[Saved data entries]
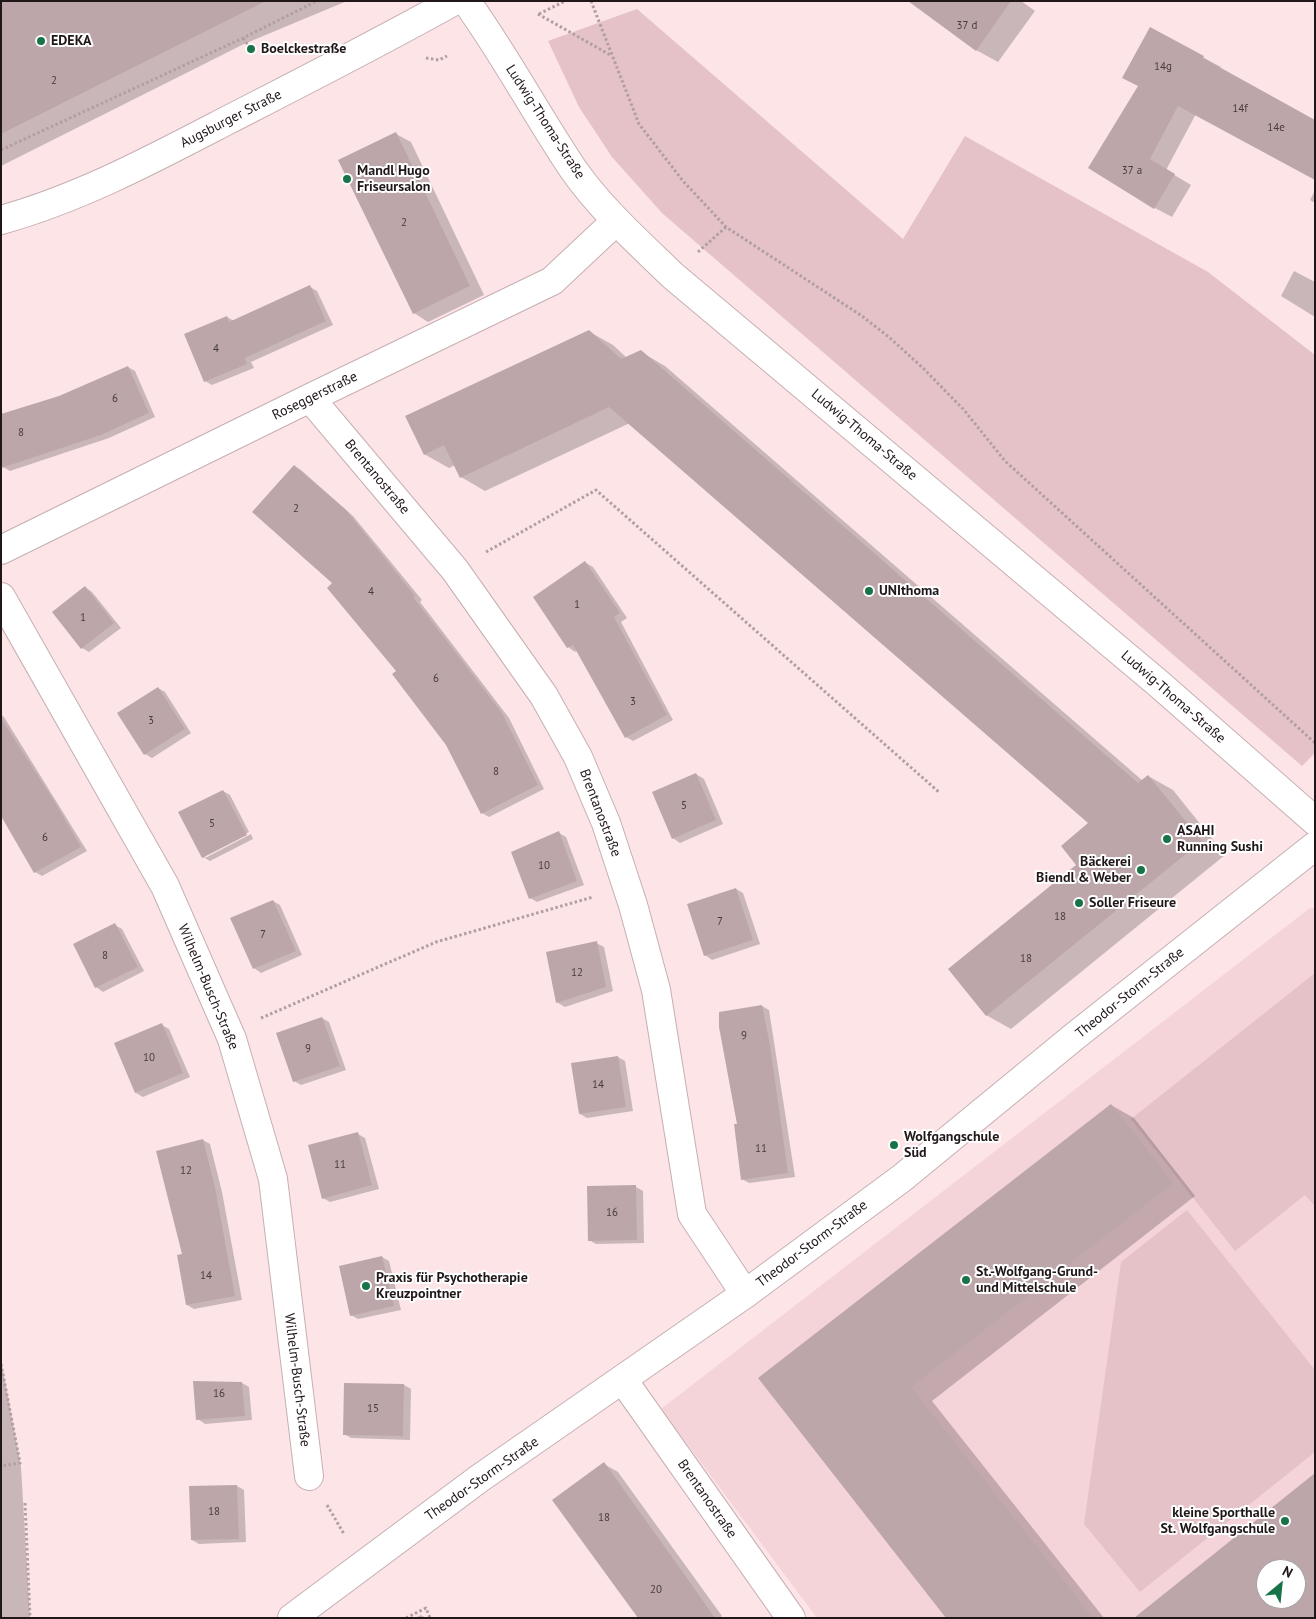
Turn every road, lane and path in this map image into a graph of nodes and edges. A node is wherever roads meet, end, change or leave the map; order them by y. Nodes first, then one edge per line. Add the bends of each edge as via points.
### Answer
1 (317, 1) edge
2 (454, 1) edge
3 (466, 1) edge
4 (565, 1) edge
5 (591, 1) edge
6 (243, 38) junction
7 (251, 49) dead end
8 (447, 56) dead end
9 (612, 56) junction
10 (426, 58) dead end
11 (1, 150) edge
12 (1, 220) edge
13 (616, 221) junction
14 (310, 398) junction
15 (1, 550) edge
16 (455, 570) junction
17 (1, 597) edge
18 (1315, 743) edge
19 (940, 793) dead end
20 (1315, 822) edge
21 (1315, 846) edge
22 (627, 887) junction
23 (228, 1032) junction
24 (744, 1294) junction
25 (1, 1364) edge
26 (623, 1380) junction
27 (1, 1466) edge
28 (309, 1476) joint
29 (25, 1503) dead end
30 (363, 1565) junction
31 (30, 1618) edge
32 (292, 1618) edge
33 (406, 1618) edge
34 (430, 1618) edge
35 (791, 1618) edge

1 - 6 path
2 - 12 street, Augsburger Straße via 125,174 26,214
3 - 13 street, Ludwig-Thoma-Straße via 574,170
4 - 9 path via 538,14
5 - 9 path
6 - 7 path
6 - 11 path
8 - 10 path via 439,60
9 - 18 path via 639,124 682,181 726,228 862,316 890,338 964,410 1005,461
13 - 14 street, Roseggerstraße via 552,281
13 - 20 street, Ludwig-Thoma-Straße via 672,274 1159,684
14 - 15 street, Roseggerstraße
14 - 16 street, Brentanostraße
16 - 19 path via 596,490
16 - 22 street, Brentanostraße via 544,696 578,757 606,823
17 - 23 street, Wilhelm-Busch-Straße via 165,886
21 - 24 street, Theodor-Storm-Straße via 902,1178
22 - 23 path via 436,942
22 - 24 street, Brentanostraße via 656,990 692,1214
23 - 28 street, Wilhelm-Busch-Straße via 273,1178
24 - 26 street, Theodor-Storm-Straße
25 - 27 path via 20,1463
26 - 30 street, Theodor-Storm-Straße via 480,1478
26 - 35 street, Brentanostraße
28 - 30 path
29 - 31 path
30 - 32 street, Theodor-Storm-Straße
33 - 34 path via 426,1608

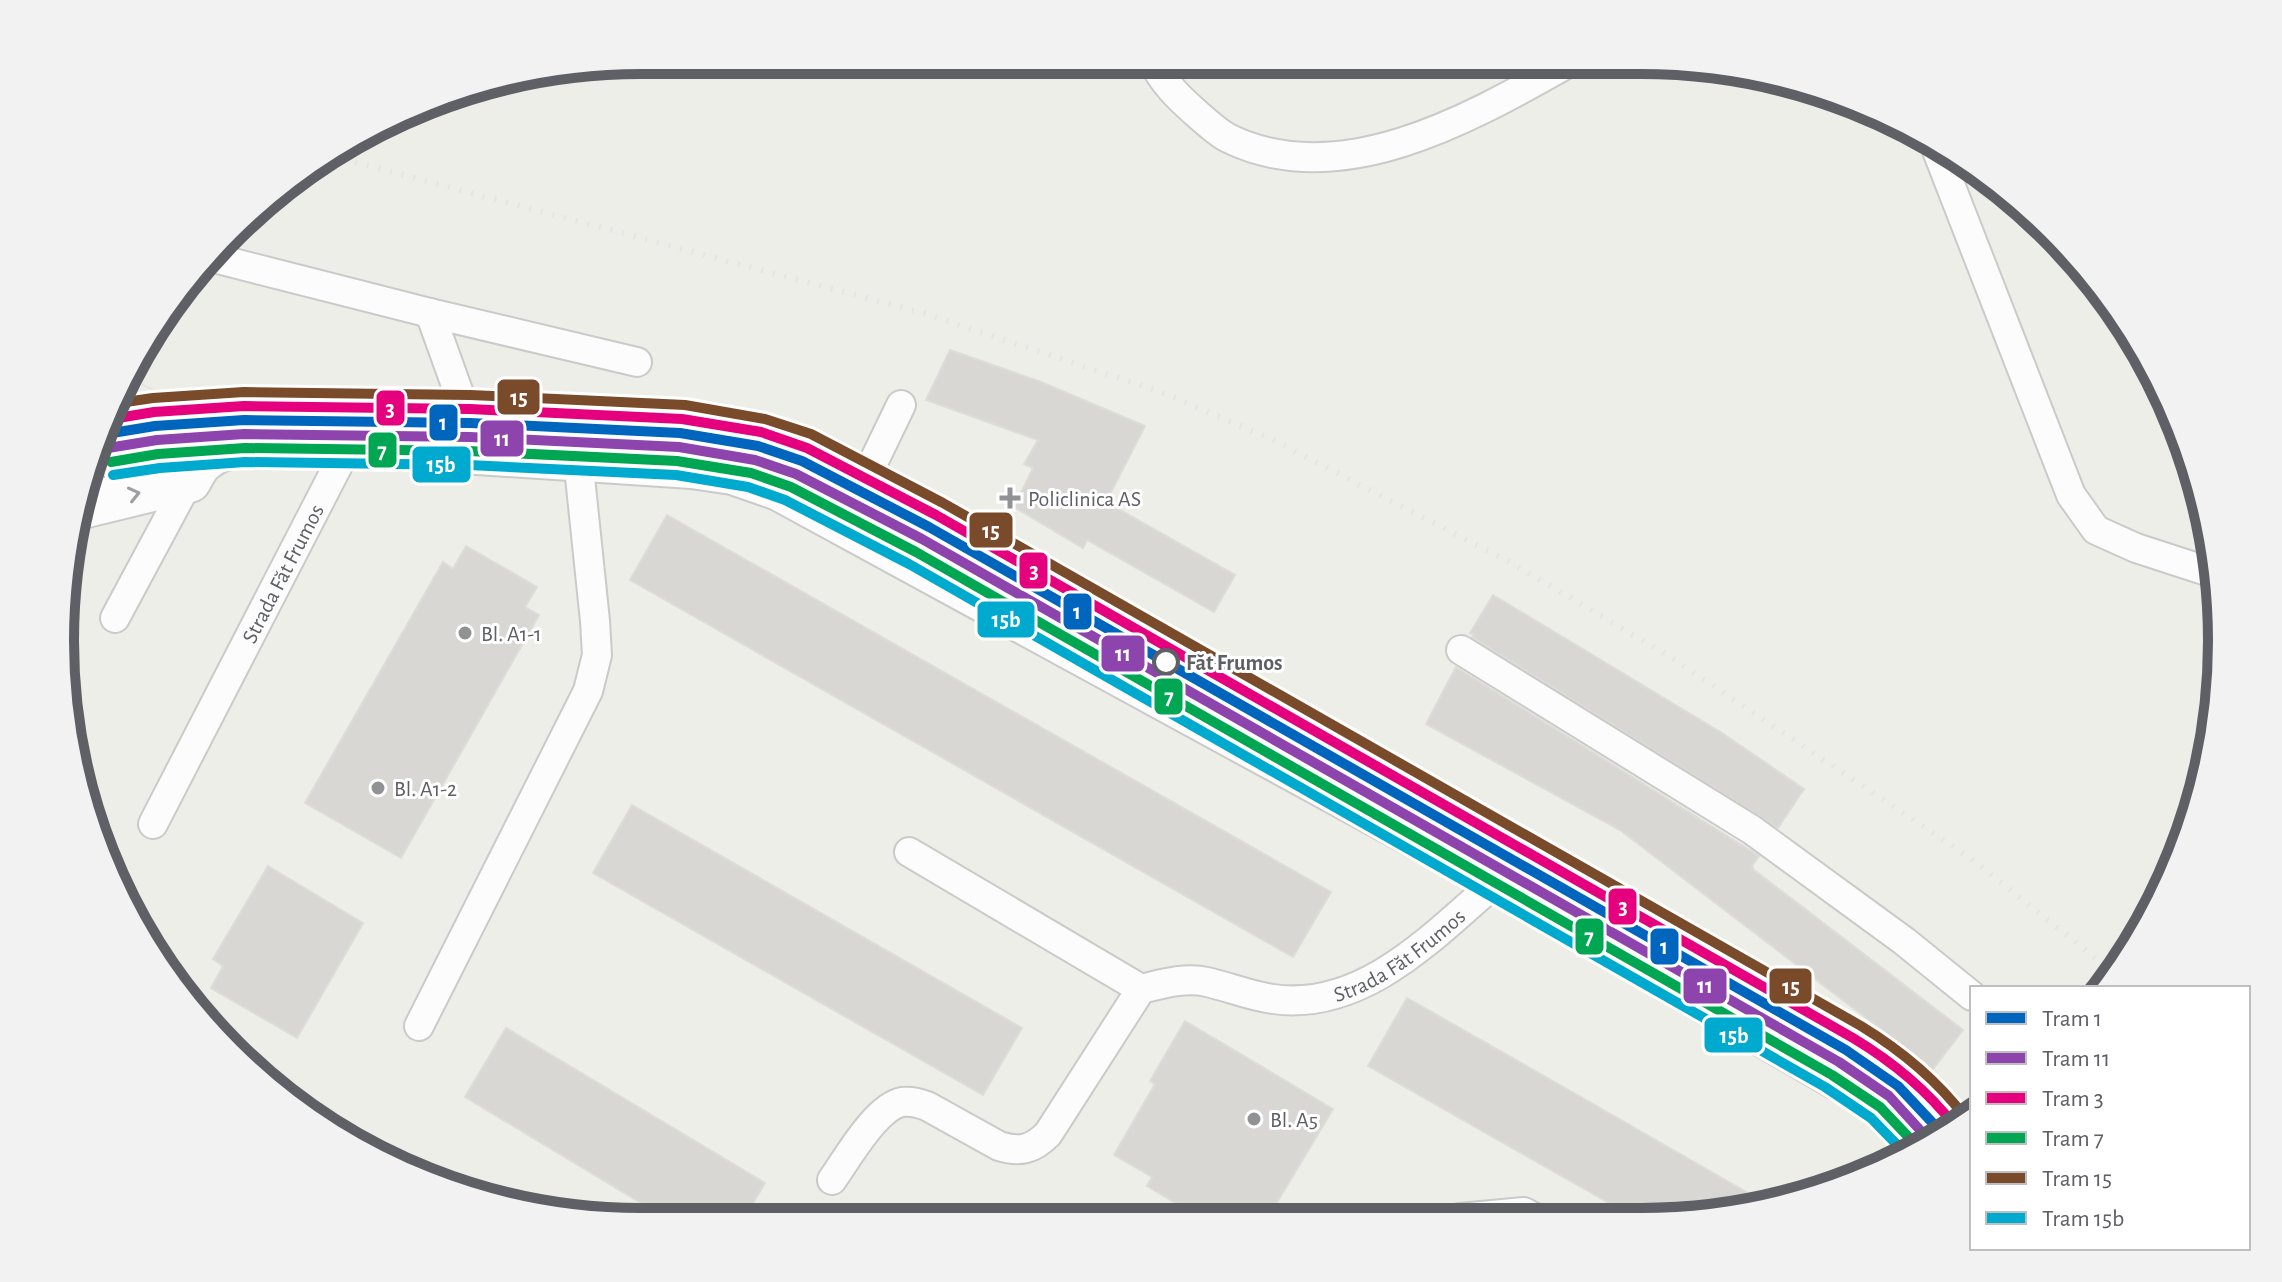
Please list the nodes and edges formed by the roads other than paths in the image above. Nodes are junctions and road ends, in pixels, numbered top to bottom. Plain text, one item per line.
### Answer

Instructions for the task:
Look through the entries above. Copy out every line holding the word "image".

Exercise response:
Turn every road, lane and path in this map image into a graph of nodes and edges. A node is wherever roads meet, end, change or leave the map; order them by y. Nodes first, then one edge per line. Add the bends of each edge as via points.
Please list the nodes and edges formed by the roads other than paths in the image above. Nodes are junctions and road ends, in pixels, numbered top to bottom. Plain text, one item per line.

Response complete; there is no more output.